Nel concludere questa seconda parte, è opportuno rendere merito ad uno degli strumenti di maggiore utilità per l'interpretazione non solo visiva del paesaggio: la fotografia. La fotografia di un paesaggio, non è importante solo perché restituisce l'immagine di un paesaggio dandoci così modo di riflettere sulle sue componenti visive, ma perché all'interno del significato di quel determinato paesaggio, è compreso anche chi lo ha fotografato. Il modo in cui si rappresenta un paesaggio attraverso la fotografia, infatti, è figlio dello stesso principio che oggi ci fa dire che il paesaggio non è solo una veduta, ma è anche e soprattutto espressione di una storia, di una popolazione, di una cultura cosciente di tutti quei fattori di tipo evocativo che spingono un uomo a volerlo fotografare.
"Il territorio - sostiene E. Turri- ha una sua vita oggettiva, indifferente ad ogni nostro sguardo, ma assume per noi un significato nuovo e diventa paesaggio nel momento stesso in cui ci soffermiamo a guardarlo o a fotografarlo, con ciò riportandolo nel grembo della cultura, delle sue conoscenze, delle sue rappresentazioni".
La foto rivela, gli aspetti che una osservazione distratta non riesce a cogliere. Essa fissa il punto di vista dell'osservatore con immediatezza e precisione. E' forma artistica e documentaria di una realtà filtrata dalla cultura (intesa anche come bagaglio di cultura visiva di chi realizza l'immagine). Presuppone sì, l'elemento di scelta di chi realizza l'immagine fotografica, ma anche è soggetta alla interpretazione soggettiva di chi legge. Entrano così in gioco diversi livelli di percezione: quello di chi materialmente esegue la foto, e quelle di chi vede la foto e la percepisce a suo modo. “Un fotografo – come sostiene inoltre E. Turri- esprime le tensioni culturali, il gusto, il senso sociale politico, il senso della vita del proprio tempo, anche se inconsapevolmente. Come dire che la società si serva del fotografo per autoriflettersi.” Lo sguardo del fotografo esprime quindi anche ciò che la società, e non solo il singolo, vede. Il valore delle immagini fotografiche sta anche nel riflettere il mutamento della visione generale della vita della società, in una determinata epoca. Per questo motivo si ritiene utile fare una parentesi su alcuni episodi che hanno visto la fotografia farsi interprete dei paesaggi.
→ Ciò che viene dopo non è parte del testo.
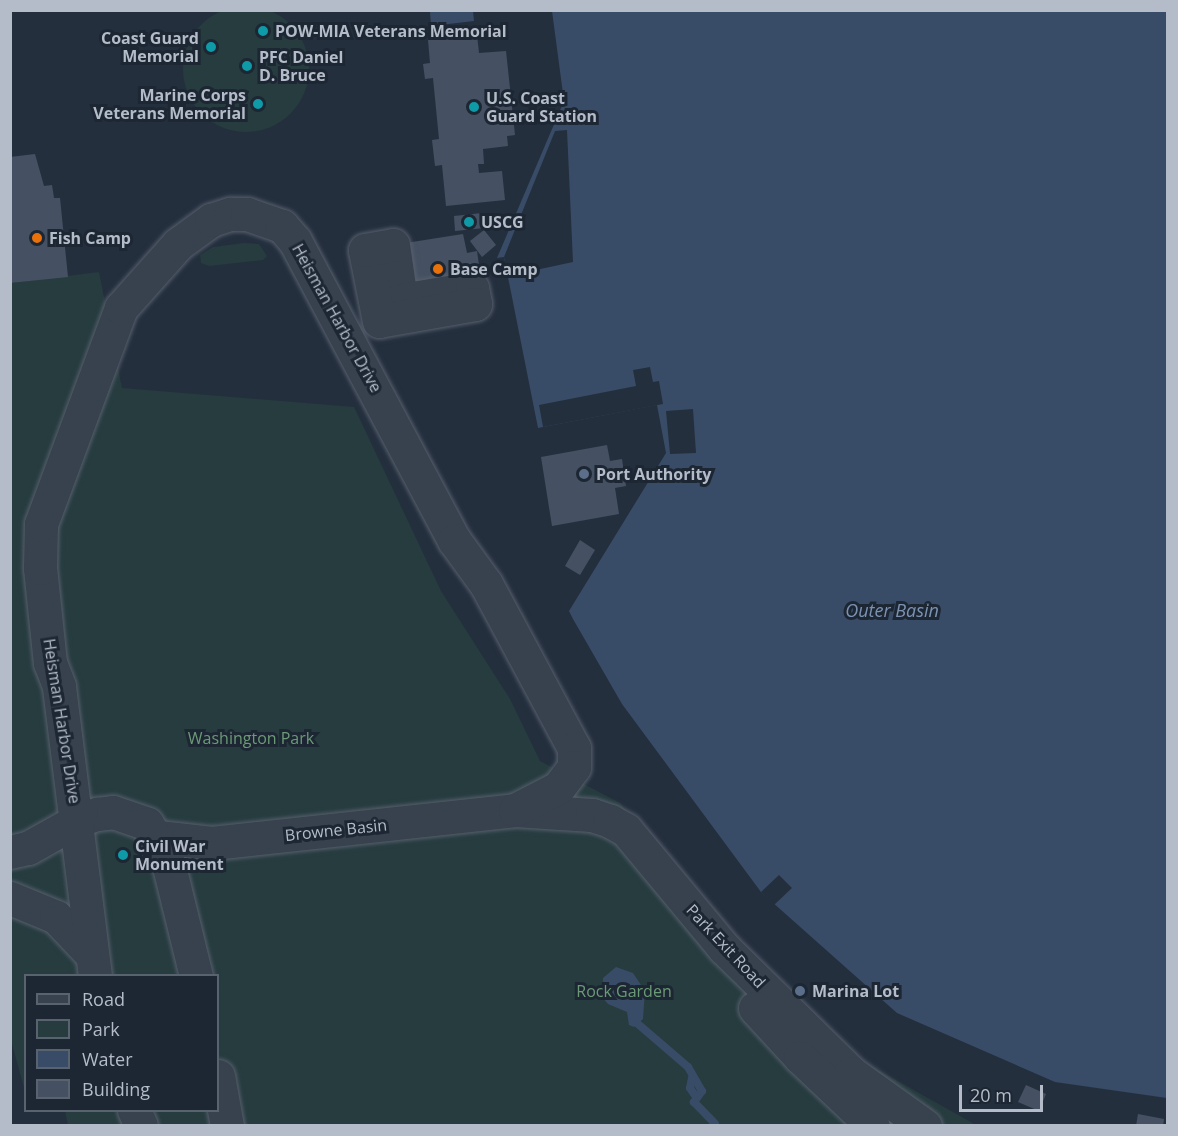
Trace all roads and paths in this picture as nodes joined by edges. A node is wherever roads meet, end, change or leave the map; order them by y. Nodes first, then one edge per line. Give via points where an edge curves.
1 (514, 810) junction
2 (578, 814) junction
3 (78, 820) junction
4 (158, 837) junction
5 (10, 852) edge
6 (10, 898) edge
7 (94, 965) edge
8 (196, 974) edge
9 (219, 1081) edge
10 (227, 1125) edge
11 (873, 1125) edge
12 (926, 1125) edge

1 - 2 street, Park Exit Road
1 - 3 street, Heisman Harbor Drive via 558,788 574,766 574,748 486,584 454,540 295,241 282,226 247,214 230,214 195,229 121,308 41,524 40,568 50,663 59,686
1 - 4 street, Browne Basin via 212,843
2 - 11 street via 800,1057
2 - 12 street, Park Exit Road via 592,815 626,830 724,948 851,1073
3 - 4 street via 113,812 147,824
3 - 5 street via 28,848
3 - 7 street, Heisman Harbor Drive
4 - 8 street via 175,886
6 - 7 street via 56,917
9 - 10 street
Risale al 1850 la “Mission Heliographique”, voluta dalla Commissione Francese dei Monumenti storici, della Administration des Beaux Arts, per attuare una catalogazione delle bellezze monumentali della Francia. In quel periodo, anche organismi americani come il “Bureau of Topographical Engineers” o il “Geological Exploration of the Fourtieth parallel” commissionarono a fotografi come Russell, Jackson o Watkins una serie di immagini sul paesaggio naturale dell'Ovest. Tra le esperienze che fecero scuola si pone quella che venne commissionata dalla Farm Security Administration nel 1935, che si riferì non solo alle bellezze del paesaggio, ma anche ad aspetti critici dello stesso come la siccità, la crisi delle aree agricole, le cattive condizioni abitative di certi centri rurali.
Oltre a queste campagne relative a grandi progetti, si deve ricordare l'opera individuale, ma non per questo di minore portata, di Atget a Parigi. Atget, propose una serie interminabile di immagini che ritraevano la sua Parigi e il paesaggio naturale circostante la città.
In Italia non possiamo non citare l'opera svolta con sistematica compiutezza dagli Alinari, professionalmente nati nel 1852. Infine, per il valore documentario legato anche ad un periodo storico in cui la fotografia divenne strumento di propaganda politica, citiamo l'opera dell'Istituto Luce, fondato nel 1922 e utilizzato per le campagne propagandistiche a scopo politico dal 1933.